In fairness, there is a huge amount of money in the show. In fossil and mineral form, perhaps, but vulnerable to theft all the same. Last year, a friend of mine had his bag stolen from its hiding place under a table. It had seventeen thousand Euros in cash, his passport, camera, credit cards, everything. All gone with little or no chance of seeing anything back from the insurance. This was in broad daylight, in a busy selling tent. It's not uncommon, sadly.

At night, the nature of the show means most of the stock is left in tents overnight. Tents that are secured only by a little bit of rope tied at the bottom. So it's quite reassuring to have the bear-dogs on the prowl.

Wednesday, 1 July 2009

Hexapoda

Back in the shop after the French trip, and handsomely patterned with red blotches and welts. I stayed on an organic apple orchard; great for cider lovers but equally great for fans of mosquitoes. It was too hot to sit inside and we had a few meals sat round tables outside. Whatever anti-bug measures we took didn't really seem to put them off too much.

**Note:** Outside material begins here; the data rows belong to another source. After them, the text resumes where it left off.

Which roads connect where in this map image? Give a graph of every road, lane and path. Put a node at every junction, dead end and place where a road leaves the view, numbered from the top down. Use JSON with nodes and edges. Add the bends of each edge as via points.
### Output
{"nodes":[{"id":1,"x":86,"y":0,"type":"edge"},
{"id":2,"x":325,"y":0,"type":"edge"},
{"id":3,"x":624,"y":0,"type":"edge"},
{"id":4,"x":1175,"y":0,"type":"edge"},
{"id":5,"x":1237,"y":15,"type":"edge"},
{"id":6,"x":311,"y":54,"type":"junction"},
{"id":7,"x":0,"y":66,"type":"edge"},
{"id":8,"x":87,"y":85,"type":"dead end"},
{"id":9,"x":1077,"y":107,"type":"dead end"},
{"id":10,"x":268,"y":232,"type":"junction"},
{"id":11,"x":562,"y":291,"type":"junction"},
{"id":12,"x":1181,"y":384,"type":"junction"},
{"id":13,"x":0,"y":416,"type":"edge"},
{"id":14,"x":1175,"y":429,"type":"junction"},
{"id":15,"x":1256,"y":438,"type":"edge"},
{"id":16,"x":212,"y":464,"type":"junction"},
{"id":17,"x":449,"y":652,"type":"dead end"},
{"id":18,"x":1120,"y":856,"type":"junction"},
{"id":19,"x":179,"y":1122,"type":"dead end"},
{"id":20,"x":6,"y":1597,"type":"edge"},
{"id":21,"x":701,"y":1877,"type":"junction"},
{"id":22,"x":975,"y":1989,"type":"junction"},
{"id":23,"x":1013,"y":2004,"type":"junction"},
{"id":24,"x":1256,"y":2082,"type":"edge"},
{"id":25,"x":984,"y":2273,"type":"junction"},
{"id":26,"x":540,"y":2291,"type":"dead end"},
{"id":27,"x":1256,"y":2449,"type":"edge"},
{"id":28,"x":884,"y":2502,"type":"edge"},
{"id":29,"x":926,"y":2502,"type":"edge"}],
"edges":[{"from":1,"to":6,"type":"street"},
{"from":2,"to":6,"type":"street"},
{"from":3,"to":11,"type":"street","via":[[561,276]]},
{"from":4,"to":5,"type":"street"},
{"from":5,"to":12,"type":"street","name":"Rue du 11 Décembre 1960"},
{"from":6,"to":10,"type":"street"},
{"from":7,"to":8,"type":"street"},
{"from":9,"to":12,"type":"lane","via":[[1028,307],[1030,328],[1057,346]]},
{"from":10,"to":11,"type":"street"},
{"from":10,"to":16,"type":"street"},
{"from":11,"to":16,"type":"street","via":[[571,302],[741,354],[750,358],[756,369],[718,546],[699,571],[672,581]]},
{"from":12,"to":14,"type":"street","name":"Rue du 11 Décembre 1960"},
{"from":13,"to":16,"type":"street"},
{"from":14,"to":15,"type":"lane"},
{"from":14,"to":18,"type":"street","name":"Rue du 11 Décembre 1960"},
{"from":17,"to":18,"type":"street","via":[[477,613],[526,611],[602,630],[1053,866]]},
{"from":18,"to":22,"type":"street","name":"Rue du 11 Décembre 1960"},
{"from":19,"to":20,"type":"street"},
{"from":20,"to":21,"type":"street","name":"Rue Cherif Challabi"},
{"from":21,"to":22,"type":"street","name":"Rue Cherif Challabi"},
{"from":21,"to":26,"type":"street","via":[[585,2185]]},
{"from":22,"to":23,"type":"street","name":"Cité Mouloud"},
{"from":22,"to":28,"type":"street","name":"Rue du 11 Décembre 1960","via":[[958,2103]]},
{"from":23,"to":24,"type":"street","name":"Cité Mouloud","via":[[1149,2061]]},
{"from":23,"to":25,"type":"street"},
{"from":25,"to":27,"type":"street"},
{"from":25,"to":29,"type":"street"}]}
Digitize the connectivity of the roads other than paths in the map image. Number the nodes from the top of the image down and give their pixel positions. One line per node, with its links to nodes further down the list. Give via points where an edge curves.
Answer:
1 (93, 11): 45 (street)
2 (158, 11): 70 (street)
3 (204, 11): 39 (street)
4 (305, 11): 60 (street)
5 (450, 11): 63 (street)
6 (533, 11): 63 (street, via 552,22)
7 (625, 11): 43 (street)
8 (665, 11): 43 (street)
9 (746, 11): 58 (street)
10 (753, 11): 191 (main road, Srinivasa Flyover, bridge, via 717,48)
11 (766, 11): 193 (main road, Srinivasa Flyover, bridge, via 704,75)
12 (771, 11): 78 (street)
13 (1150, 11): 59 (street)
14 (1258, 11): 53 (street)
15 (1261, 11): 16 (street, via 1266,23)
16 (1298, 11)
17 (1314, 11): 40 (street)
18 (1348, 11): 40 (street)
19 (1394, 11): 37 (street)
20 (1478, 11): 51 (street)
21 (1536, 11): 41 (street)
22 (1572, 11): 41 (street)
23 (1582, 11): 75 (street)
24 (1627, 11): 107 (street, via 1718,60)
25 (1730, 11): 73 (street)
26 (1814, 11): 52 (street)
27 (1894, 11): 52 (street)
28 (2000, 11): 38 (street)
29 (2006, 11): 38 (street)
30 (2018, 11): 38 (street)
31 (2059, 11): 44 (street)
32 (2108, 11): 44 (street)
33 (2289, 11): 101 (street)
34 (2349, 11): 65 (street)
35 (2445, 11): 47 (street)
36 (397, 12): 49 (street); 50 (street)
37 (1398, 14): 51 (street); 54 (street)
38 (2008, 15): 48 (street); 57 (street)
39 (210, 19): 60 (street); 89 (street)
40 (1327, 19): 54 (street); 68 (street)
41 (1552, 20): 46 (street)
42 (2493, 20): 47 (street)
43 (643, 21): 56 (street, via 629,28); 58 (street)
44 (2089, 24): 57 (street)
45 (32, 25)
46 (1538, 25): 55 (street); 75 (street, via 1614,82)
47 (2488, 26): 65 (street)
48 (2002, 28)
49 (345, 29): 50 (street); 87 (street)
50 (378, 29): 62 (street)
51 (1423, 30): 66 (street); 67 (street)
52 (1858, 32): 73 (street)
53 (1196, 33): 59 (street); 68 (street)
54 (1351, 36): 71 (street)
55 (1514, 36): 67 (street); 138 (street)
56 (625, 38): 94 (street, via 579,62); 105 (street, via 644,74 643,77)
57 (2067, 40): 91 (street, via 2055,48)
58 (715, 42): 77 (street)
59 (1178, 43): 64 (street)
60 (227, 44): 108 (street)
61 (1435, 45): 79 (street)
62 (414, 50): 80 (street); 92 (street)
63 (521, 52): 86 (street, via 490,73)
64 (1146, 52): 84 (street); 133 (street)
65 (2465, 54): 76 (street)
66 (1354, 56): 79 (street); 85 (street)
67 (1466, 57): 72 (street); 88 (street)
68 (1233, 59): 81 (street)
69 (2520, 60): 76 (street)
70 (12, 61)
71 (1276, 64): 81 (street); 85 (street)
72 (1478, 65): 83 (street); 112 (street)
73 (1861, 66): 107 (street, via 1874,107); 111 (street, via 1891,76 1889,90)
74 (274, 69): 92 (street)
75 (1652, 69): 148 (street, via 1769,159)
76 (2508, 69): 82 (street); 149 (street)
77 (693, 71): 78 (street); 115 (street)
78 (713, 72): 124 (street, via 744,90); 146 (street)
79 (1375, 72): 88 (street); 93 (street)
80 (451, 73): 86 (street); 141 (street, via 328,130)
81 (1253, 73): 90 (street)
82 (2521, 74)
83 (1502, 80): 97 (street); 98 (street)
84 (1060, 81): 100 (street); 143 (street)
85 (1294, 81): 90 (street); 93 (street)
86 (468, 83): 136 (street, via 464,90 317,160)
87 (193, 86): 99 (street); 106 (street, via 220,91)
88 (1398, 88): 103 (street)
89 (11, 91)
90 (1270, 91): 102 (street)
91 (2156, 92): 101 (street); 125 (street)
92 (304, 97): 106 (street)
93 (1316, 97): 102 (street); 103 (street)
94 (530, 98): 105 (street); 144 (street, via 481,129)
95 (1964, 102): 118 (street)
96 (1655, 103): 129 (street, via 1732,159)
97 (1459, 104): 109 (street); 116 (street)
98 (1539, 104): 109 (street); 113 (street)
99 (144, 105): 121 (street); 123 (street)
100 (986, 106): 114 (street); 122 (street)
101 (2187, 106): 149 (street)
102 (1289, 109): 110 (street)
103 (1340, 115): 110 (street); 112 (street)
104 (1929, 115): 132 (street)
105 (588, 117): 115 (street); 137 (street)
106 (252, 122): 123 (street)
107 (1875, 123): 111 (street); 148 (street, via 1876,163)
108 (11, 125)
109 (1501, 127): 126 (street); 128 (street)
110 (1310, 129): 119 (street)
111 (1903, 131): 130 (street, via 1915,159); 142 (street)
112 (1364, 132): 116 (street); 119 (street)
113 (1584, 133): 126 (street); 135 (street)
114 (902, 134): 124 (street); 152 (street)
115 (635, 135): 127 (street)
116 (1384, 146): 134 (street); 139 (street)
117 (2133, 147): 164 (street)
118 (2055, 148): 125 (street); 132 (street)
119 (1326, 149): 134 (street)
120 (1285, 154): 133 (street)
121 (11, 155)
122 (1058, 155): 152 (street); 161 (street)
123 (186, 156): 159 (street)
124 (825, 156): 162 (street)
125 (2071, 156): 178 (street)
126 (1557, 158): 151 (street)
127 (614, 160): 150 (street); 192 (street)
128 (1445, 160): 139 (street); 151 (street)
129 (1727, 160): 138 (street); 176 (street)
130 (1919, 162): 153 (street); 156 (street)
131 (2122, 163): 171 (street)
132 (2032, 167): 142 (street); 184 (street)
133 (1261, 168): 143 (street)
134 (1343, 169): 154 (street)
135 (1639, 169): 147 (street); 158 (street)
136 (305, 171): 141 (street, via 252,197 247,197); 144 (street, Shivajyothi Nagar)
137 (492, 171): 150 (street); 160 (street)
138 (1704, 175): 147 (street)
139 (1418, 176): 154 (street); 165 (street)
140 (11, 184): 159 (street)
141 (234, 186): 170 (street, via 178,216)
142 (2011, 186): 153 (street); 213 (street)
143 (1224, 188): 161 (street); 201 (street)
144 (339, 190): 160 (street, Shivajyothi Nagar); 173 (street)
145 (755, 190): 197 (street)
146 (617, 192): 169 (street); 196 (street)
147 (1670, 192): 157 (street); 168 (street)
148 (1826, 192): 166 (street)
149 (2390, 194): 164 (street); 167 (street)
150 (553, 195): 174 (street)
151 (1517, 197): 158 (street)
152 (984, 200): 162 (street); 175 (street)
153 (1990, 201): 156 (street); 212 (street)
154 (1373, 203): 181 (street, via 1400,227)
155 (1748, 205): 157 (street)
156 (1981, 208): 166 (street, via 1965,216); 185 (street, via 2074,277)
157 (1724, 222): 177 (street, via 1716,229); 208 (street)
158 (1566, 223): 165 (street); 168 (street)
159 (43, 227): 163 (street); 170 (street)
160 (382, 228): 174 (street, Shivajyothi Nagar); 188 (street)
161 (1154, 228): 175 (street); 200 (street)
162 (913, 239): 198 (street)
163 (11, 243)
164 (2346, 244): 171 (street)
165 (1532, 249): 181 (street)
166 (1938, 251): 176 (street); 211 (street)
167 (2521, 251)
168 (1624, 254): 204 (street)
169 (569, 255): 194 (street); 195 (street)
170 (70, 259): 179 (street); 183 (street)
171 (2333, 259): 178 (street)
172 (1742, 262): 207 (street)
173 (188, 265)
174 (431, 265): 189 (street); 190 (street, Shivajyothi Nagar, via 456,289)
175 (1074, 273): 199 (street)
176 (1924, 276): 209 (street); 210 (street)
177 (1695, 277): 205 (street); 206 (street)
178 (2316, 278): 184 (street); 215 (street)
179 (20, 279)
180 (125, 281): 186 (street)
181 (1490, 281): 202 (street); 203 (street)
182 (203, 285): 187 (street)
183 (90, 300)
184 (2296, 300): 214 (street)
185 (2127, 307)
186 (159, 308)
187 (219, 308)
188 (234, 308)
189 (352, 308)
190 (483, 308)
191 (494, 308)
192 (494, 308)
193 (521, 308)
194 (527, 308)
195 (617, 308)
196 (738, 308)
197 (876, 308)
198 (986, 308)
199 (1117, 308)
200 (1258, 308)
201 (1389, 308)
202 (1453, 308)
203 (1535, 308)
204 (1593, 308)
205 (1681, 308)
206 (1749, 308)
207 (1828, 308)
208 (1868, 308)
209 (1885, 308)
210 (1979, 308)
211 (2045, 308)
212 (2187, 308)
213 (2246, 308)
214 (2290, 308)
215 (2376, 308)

Lying on a tiny, narrow bunk bed in sweltering heat with a sheet pulled over your head whist being dive-bombed by the high-pitched whine of the mozzy does not make for a good night's sleep.

Still. I had a good time; always nice to spend time with the people and while the weather was oppressively hot at times, there was at least a fridge nearby.

Brought a few smaller things back in my hand luggage, but the rest will be a week or so yet.